Less Than A Butterfly

I’d like to eat some eyes
scalp a head or two
napalm New York L.A. or Kankakee.
When my guts are brick I’d like to throw them
at the window pane of America
because I’ve been sucked inside out and I’m delicate
about fences housing projects barbed wire
welfare gross national products unemployment and my crotch.
Sensitized inside out to the color of Elsie’s pure products
I’d like to put hand grenades in milk bottles
so corn flakes would rip their heads off.
I’d like to defoliate central park so it would look like home.
I’d like to deflower new jersey (though it’s been done)
I’d like to denounce kansas
make window bricks from red neck georgia clay.
I’d like to suck on root quiet
settle the dust
sleep and not get up until soft was waiting for me.
I’d like to move and move and move like a dancer
out of Harlem out of Watts out of the south side
from uptown to down or the other way around
from Appalachia Soweto Dachau Main Street.

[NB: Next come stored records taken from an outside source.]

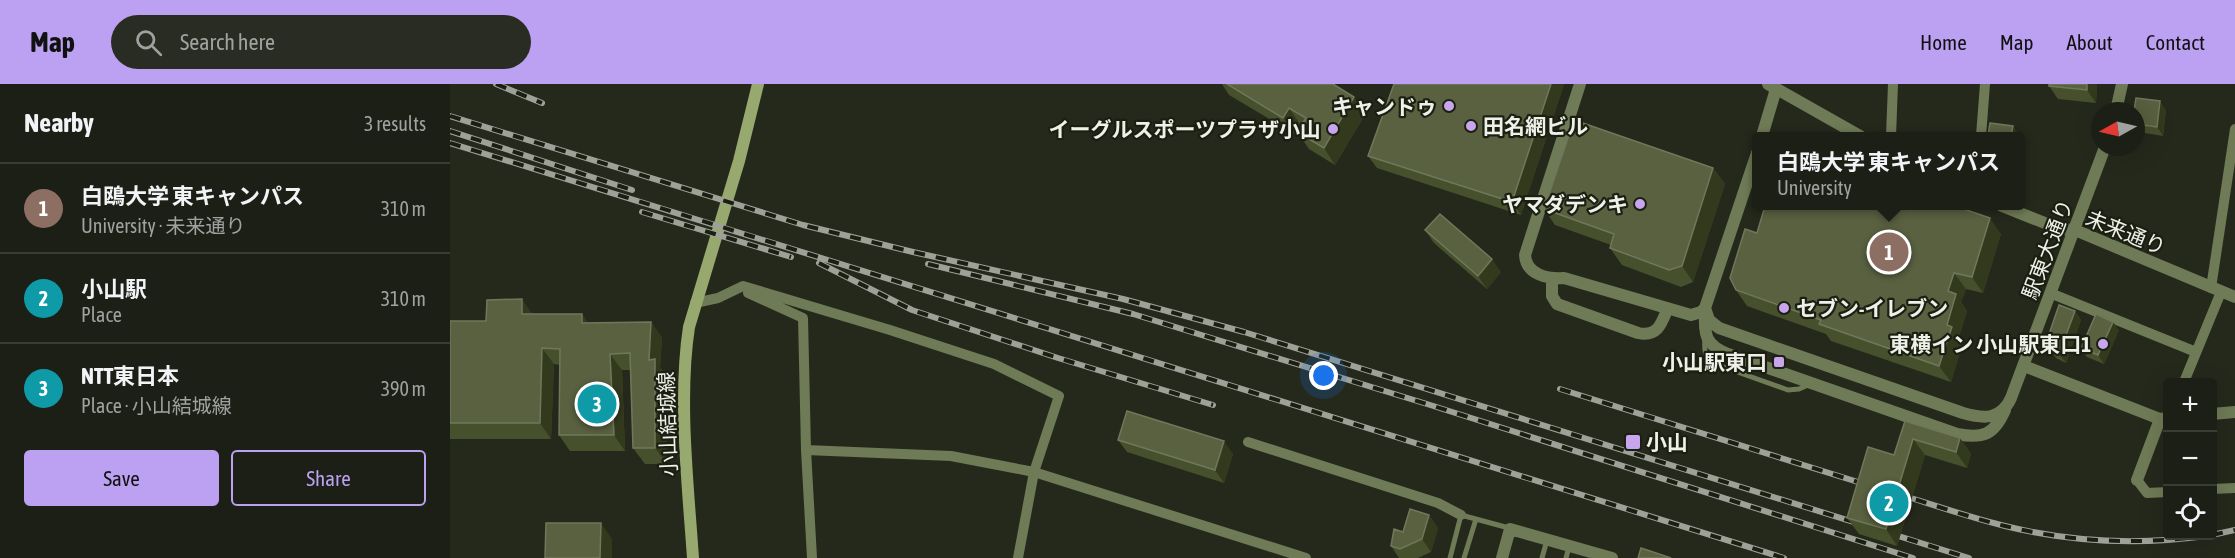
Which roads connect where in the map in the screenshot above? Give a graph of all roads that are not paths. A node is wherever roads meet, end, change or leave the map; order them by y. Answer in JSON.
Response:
{"nodes":[{"id":1,"x":758,"y":84,"type":"edge"},
{"id":2,"x":1580,"y":84,"type":"edge"},
{"id":3,"x":1893,"y":84,"type":"edge"},
{"id":4,"x":1985,"y":84,"type":"edge"},
{"id":5,"x":2122,"y":84,"type":"edge"},
{"id":6,"x":1774,"y":86,"type":"edge"},
{"id":7,"x":2118,"y":102,"type":"edge"},
{"id":8,"x":2235,"y":129,"type":"edge"},
{"id":9,"x":1763,"y":132,"type":"edge"},
{"id":10,"x":1853,"y":132,"type":"edge"},
{"id":11,"x":1891,"y":132,"type":"edge"},
{"id":12,"x":1981,"y":132,"type":"edge"},
{"id":13,"x":2102,"y":156,"type":"edge"},
{"id":14,"x":1752,"y":168,"type":"edge"},
{"id":15,"x":2012,"y":210,"type":"edge"},
{"id":16,"x":2075,"y":230,"type":"junction"},
{"id":17,"x":1552,"y":279,"type":"junction"},
{"id":18,"x":743,"y":286,"type":"junction"},
{"id":19,"x":2216,"y":290,"type":"junction"},
{"id":20,"x":2050,"y":293,"type":"junction"},
{"id":21,"x":2235,"y":297,"type":"edge"},
{"id":22,"x":695,"y":303,"type":"junction"},
{"id":23,"x":1706,"y":308,"type":"junction"},
{"id":24,"x":1667,"y":310,"type":"junction"},
{"id":25,"x":2196,"y":352,"type":"junction"},
{"id":26,"x":2024,"y":366,"type":"junction"},
{"id":27,"x":2186,"y":378,"type":"edge"},
{"id":28,"x":2005,"y":410,"type":"junction"},
{"id":29,"x":2235,"y":412,"type":"edge"},
{"id":30,"x":2217,"y":414,"type":"edge"},
{"id":31,"x":2163,"y":416,"type":"edge"},
{"id":32,"x":2163,"y":422,"type":"edge"},
{"id":33,"x":1248,"y":442,"type":"dead end"},
{"id":34,"x":806,"y":450,"type":"junction"},
{"id":35,"x":1034,"y":472,"type":"junction"},
{"id":36,"x":2137,"y":480,"type":"joint"},
{"id":37,"x":2235,"y":488,"type":"edge"},
{"id":38,"x":2217,"y":489,"type":"edge"},
{"id":39,"x":2163,"y":492,"type":"edge"},
{"id":40,"x":1461,"y":515,"type":"junction"},
{"id":41,"x":1476,"y":519,"type":"junction"},
{"id":42,"x":1510,"y":529,"type":"junction"},
{"id":43,"x":1548,"y":539,"type":"junction"},
{"id":44,"x":1568,"y":552,"type":"edge"},
{"id":45,"x":1588,"y":555,"type":"edge"},
{"id":46,"x":693,"y":558,"type":"edge"},
{"id":47,"x":812,"y":558,"type":"edge"},
{"id":48,"x":1018,"y":558,"type":"edge"},
{"id":49,"x":1306,"y":558,"type":"edge"},
{"id":50,"x":1449,"y":558,"type":"edge"},
{"id":51,"x":1464,"y":558,"type":"edge"},
{"id":52,"x":1502,"y":558,"type":"edge"},
{"id":53,"x":1542,"y":558,"type":"edge"},
{"id":54,"x":1612,"y":558,"type":"edge"}],
"edges":[{"from":1,"to":22,"type":"main road","name":"小山結城線"},
{"from":2,"to":17,"type":"street"},
{"from":3,"to":11,"type":"street"},
{"from":4,"to":12,"type":"street"},
{"from":5,"to":7,"type":"street"},
{"from":6,"to":9,"type":"street"},
{"from":6,"to":10,"type":"street"},
{"from":8,"to":19,"type":"street"},
{"from":13,"to":16,"type":"street","name":"駅東大通り"},
{"from":14,"to":23,"type":"street"},
{"from":15,"to":16,"type":"street","name":"未来通り"},
{"from":16,"to":19,"type":"street","name":"未来通り"},
{"from":16,"to":20,"type":"street","name":"駅東大通り"},
{"from":17,"to":24,"type":"street"},
{"from":17,"to":24,"type":"street"},
{"from":18,"to":22,"type":"street"},
{"from":18,"to":34,"type":"street"},
{"from":18,"to":35,"type":"street"},
{"from":19,"to":21,"type":"street","name":"未来通り"},
{"from":19,"to":25,"type":"street"},
{"from":20,"to":25,"type":"street"},
{"from":20,"to":26,"type":"street","name":"駅東大通り"},
{"from":22,"to":46,"type":"main road","name":"小山結城線"},
{"from":23,"to":24,"type":"street"},
{"from":23,"to":28,"type":"street"},
{"from":23,"to":28,"type":"street","name":"駅東大通り"},
{"from":25,"to":27,"type":"street"},
{"from":26,"to":28,"type":"street","name":"駅東大通り"},
{"from":26,"to":31,"type":"street"},
{"from":29,"to":30,"type":"street"},
{"from":32,"to":36,"type":"street"},
{"from":33,"to":40,"type":"street"},
{"from":34,"to":35,"type":"street"},
{"from":34,"to":47,"type":"street"},
{"from":35,"to":48,"type":"street"},
{"from":35,"to":49,"type":"street"},
{"from":36,"to":39,"type":"street"},
{"from":37,"to":38,"type":"street"},
{"from":40,"to":41,"type":"lane"},
{"from":40,"to":50,"type":"lane"},
{"from":41,"to":42,"type":"lane"},
{"from":41,"to":51,"type":"lane"},
{"from":42,"to":43,"type":"street"},
{"from":42,"to":52,"type":"street"},
{"from":43,"to":44,"type":"street"},
{"from":43,"to":53,"type":"lane"},
{"from":44,"to":45,"type":"street"},
{"from":45,"to":54,"type":"street"}]}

I want to get out of the hills
out of the towns
not be the buzz in somebody’s ear.
I want to be yes when my little girl wants
all fingertips on skin
honey and bees in a beech tree
a coral burst that puzzle blends part of a spectrum
electric then magnetic
a wave that crests and crashes on the beaches of america
and sucks the sand down deep.
I want to be a face not pointed at with baseballs.
No more grease paint, wet canvas
or peanut eating crowds that leave after the elephants roll over.
Spin a web so I cannot see the sun
but I will not lie down waiting to be stung.
I don’t want to be less than a butterfly.
Let me sing braids and ribbons without ropes and burning nights
and the smell of flesh curling up to heaven
as tears fall down like wheat before a sickle.
Give me an icarian chance and I will melt or fly over a mirrored humanity.